- **What you are asked to do**
Reproduce the records that follow in full, excluding any picture they contain.

+ + + + +

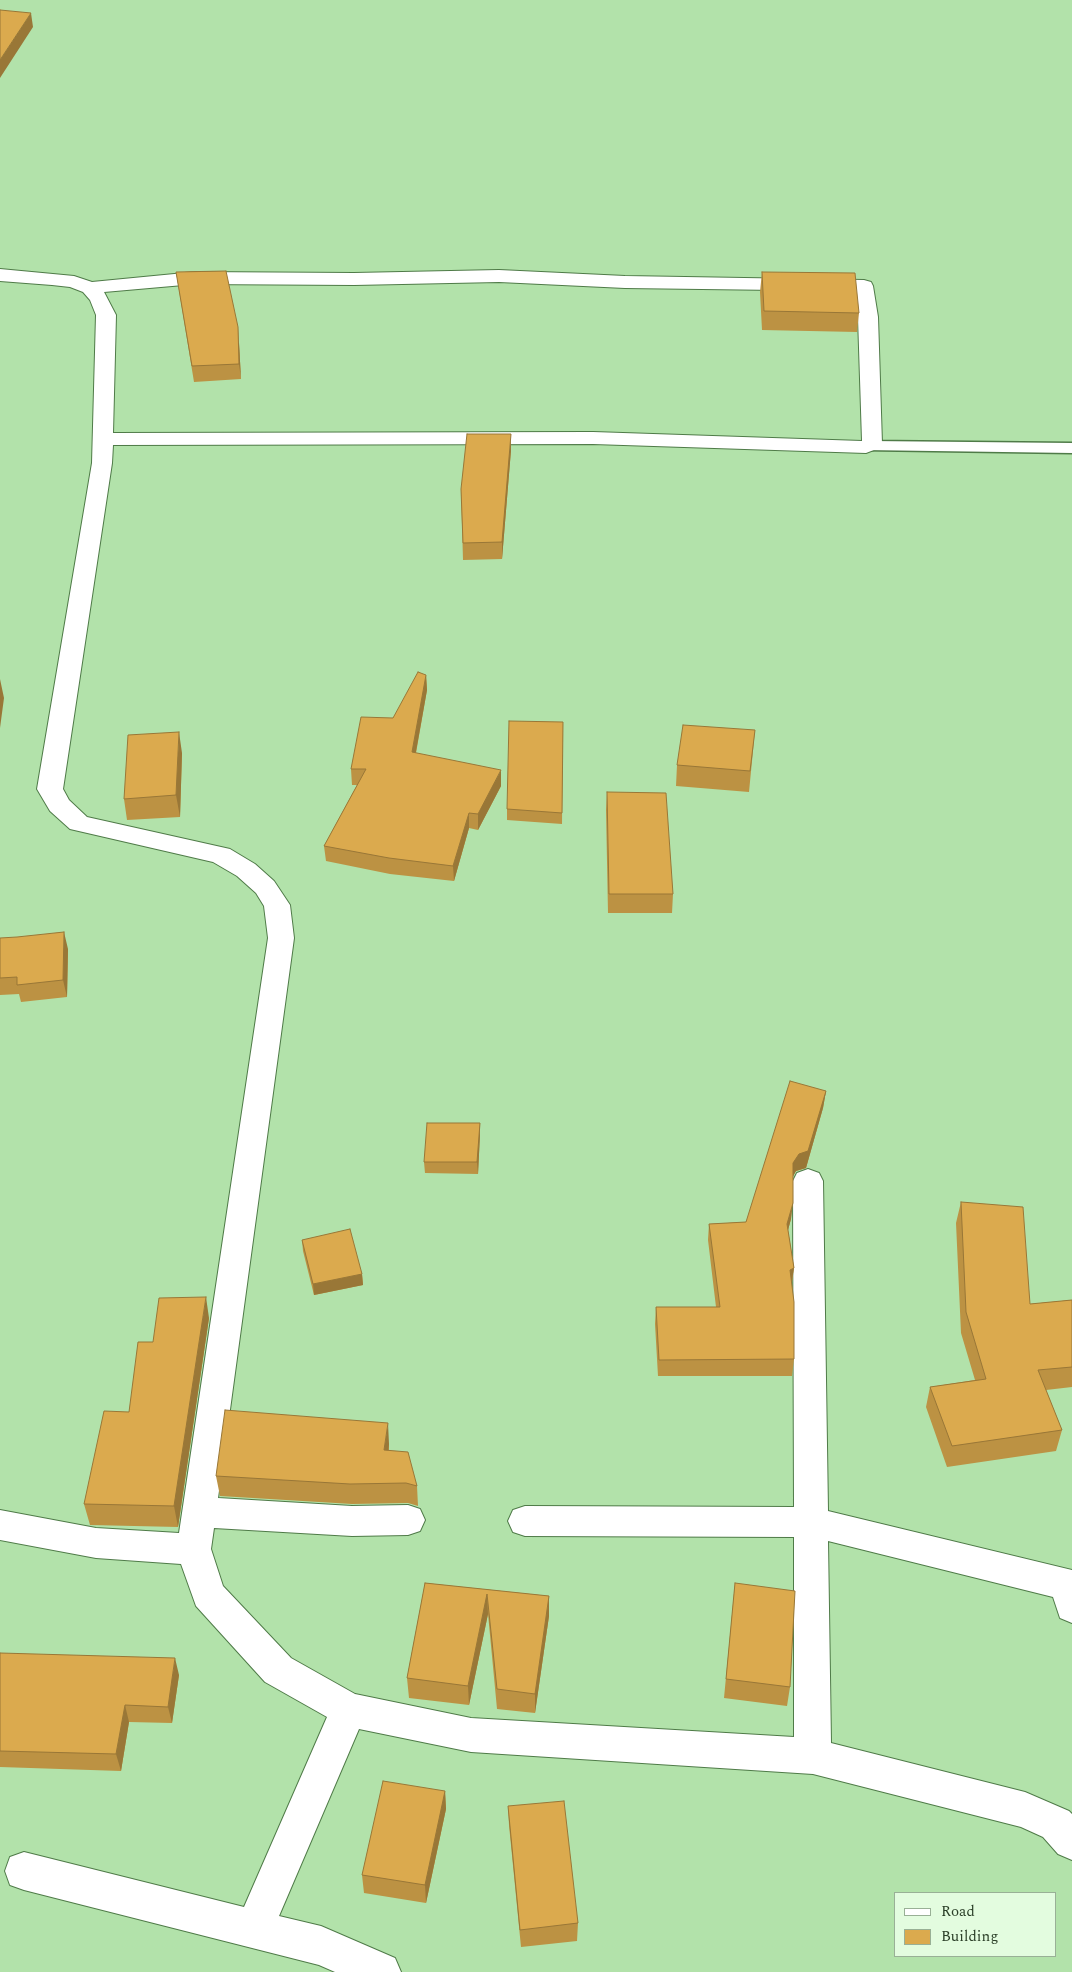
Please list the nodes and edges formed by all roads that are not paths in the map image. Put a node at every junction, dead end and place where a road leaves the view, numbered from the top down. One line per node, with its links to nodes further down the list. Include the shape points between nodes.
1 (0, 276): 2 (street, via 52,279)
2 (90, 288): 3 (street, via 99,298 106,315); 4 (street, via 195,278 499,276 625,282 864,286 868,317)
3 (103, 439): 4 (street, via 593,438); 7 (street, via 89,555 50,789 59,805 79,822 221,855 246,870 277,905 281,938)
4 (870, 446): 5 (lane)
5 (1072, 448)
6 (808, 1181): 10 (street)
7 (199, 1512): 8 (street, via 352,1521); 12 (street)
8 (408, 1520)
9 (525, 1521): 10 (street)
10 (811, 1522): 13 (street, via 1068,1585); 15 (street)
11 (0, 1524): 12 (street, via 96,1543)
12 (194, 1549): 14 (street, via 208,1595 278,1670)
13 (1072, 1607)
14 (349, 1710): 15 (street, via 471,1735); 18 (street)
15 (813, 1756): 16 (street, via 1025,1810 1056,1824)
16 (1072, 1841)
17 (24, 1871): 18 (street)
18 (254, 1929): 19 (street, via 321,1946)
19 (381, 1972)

+ + + + +

- **Answer for this exercise**
Please list the nodes and edges formed by all roads that are not paths in the map image. Put a node at every junction, dead end and place where a road leaves the view, numbered from the top down. One line per node, with its links to nodes further down the list. Include the shape points between nodes.
1 (0, 276): 2 (street, via 52,279)
2 (90, 288): 3 (street, via 99,298 106,315); 4 (street, via 195,278 499,276 625,282 864,286 868,317)
3 (103, 439): 4 (street, via 593,438); 7 (street, via 89,555 50,789 59,805 79,822 221,855 246,870 277,905 281,938)
4 (870, 446): 5 (lane)
5 (1072, 448)
6 (808, 1181): 10 (street)
7 (199, 1512): 8 (street, via 352,1521); 12 (street)
8 (408, 1520)
9 (525, 1521): 10 (street)
10 (811, 1522): 13 (street, via 1068,1585); 15 (street)
11 (0, 1524): 12 (street, via 96,1543)
12 (194, 1549): 14 (street, via 208,1595 278,1670)
13 (1072, 1607)
14 (349, 1710): 15 (street, via 471,1735); 18 (street)
15 (813, 1756): 16 (street, via 1025,1810 1056,1824)
16 (1072, 1841)
17 (24, 1871): 18 (street)
18 (254, 1929): 19 (street, via 321,1946)
19 (381, 1972)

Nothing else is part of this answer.